▶ [Exercise aim]:
An exact copy of the listing is required, with its pictures removed.

▶ [Extracted entries]:
┄┄┄┄┄┄┄┄┄┄
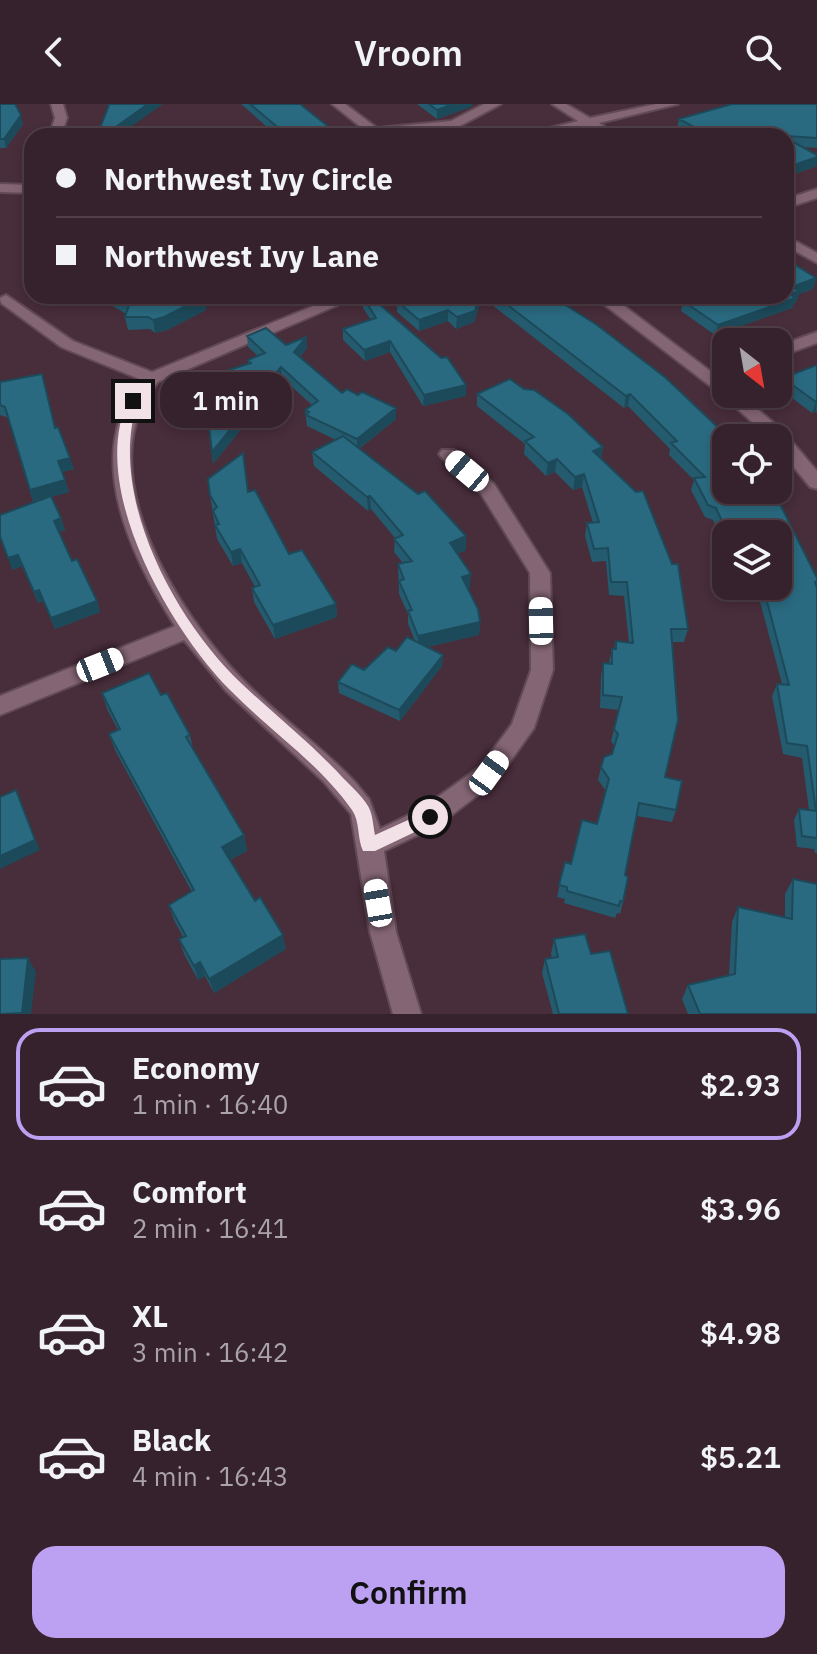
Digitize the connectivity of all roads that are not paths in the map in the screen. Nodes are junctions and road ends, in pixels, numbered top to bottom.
1 (57, 104) edge
2 (338, 104) edge
3 (495, 104) edge
4 (558, 104) edge
5 (672, 104) edge
6 (590, 123) junction
7 (58, 128) edge
8 (370, 128) edge
9 (424, 128) edge
10 (565, 128) edge
11 (598, 128) edge
12 (24, 186) edge
13 (0, 188) edge
14 (817, 193) edge
15 (794, 201) edge
16 (794, 245) edge
17 (817, 259) edge
18 (6, 300) dead end
19 (332, 304) edge
20 (613, 304) edge
21 (817, 337) edge
22 (792, 347) edge
23 (712, 371) edge
24 (152, 378) junction
25 (746, 408) edge
26 (448, 454) dead end
27 (817, 483) edge
28 (187, 630) junction
29 (0, 706) edge
30 (369, 846) junction
31 (407, 1014) edge

1 - 7 street
2 - 8 street
3 - 9 street
4 - 6 street
5 - 6 street
6 - 10 street
6 - 11 street
12 - 13 street
14 - 15 street
16 - 17 street
18 - 24 street
19 - 24 street
20 - 23 street
21 - 22 street
24 - 28 street
25 - 27 street
26 - 30 street
28 - 29 street
28 - 30 street
30 - 31 street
┄┄┄┄┄┄┄┄┄┄
▶ [Output]:
Digitize the connectivity of all roads that are not paths in the map in the screen. Nodes are junctions and road ends, in pixels, numbered top to bottom.
1 (57, 104) edge
2 (338, 104) edge
3 (495, 104) edge
4 (558, 104) edge
5 (672, 104) edge
6 (590, 123) junction
7 (58, 128) edge
8 (370, 128) edge
9 (424, 128) edge
10 (565, 128) edge
11 (598, 128) edge
12 (24, 186) edge
13 (0, 188) edge
14 (817, 193) edge
15 (794, 201) edge
16 (794, 245) edge
17 (817, 259) edge
18 (6, 300) dead end
19 (332, 304) edge
20 (613, 304) edge
21 (817, 337) edge
22 (792, 347) edge
23 (712, 371) edge
24 (152, 378) junction
25 (746, 408) edge
26 (448, 454) dead end
27 (817, 483) edge
28 (187, 630) junction
29 (0, 706) edge
30 (369, 846) junction
31 (407, 1014) edge

1 - 7 street
2 - 8 street
3 - 9 street
4 - 6 street
5 - 6 street
6 - 10 street
6 - 11 street
12 - 13 street
14 - 15 street
16 - 17 street
18 - 24 street
19 - 24 street
20 - 23 street
21 - 22 street
24 - 28 street
25 - 27 street
26 - 30 street
28 - 29 street
28 - 30 street
30 - 31 street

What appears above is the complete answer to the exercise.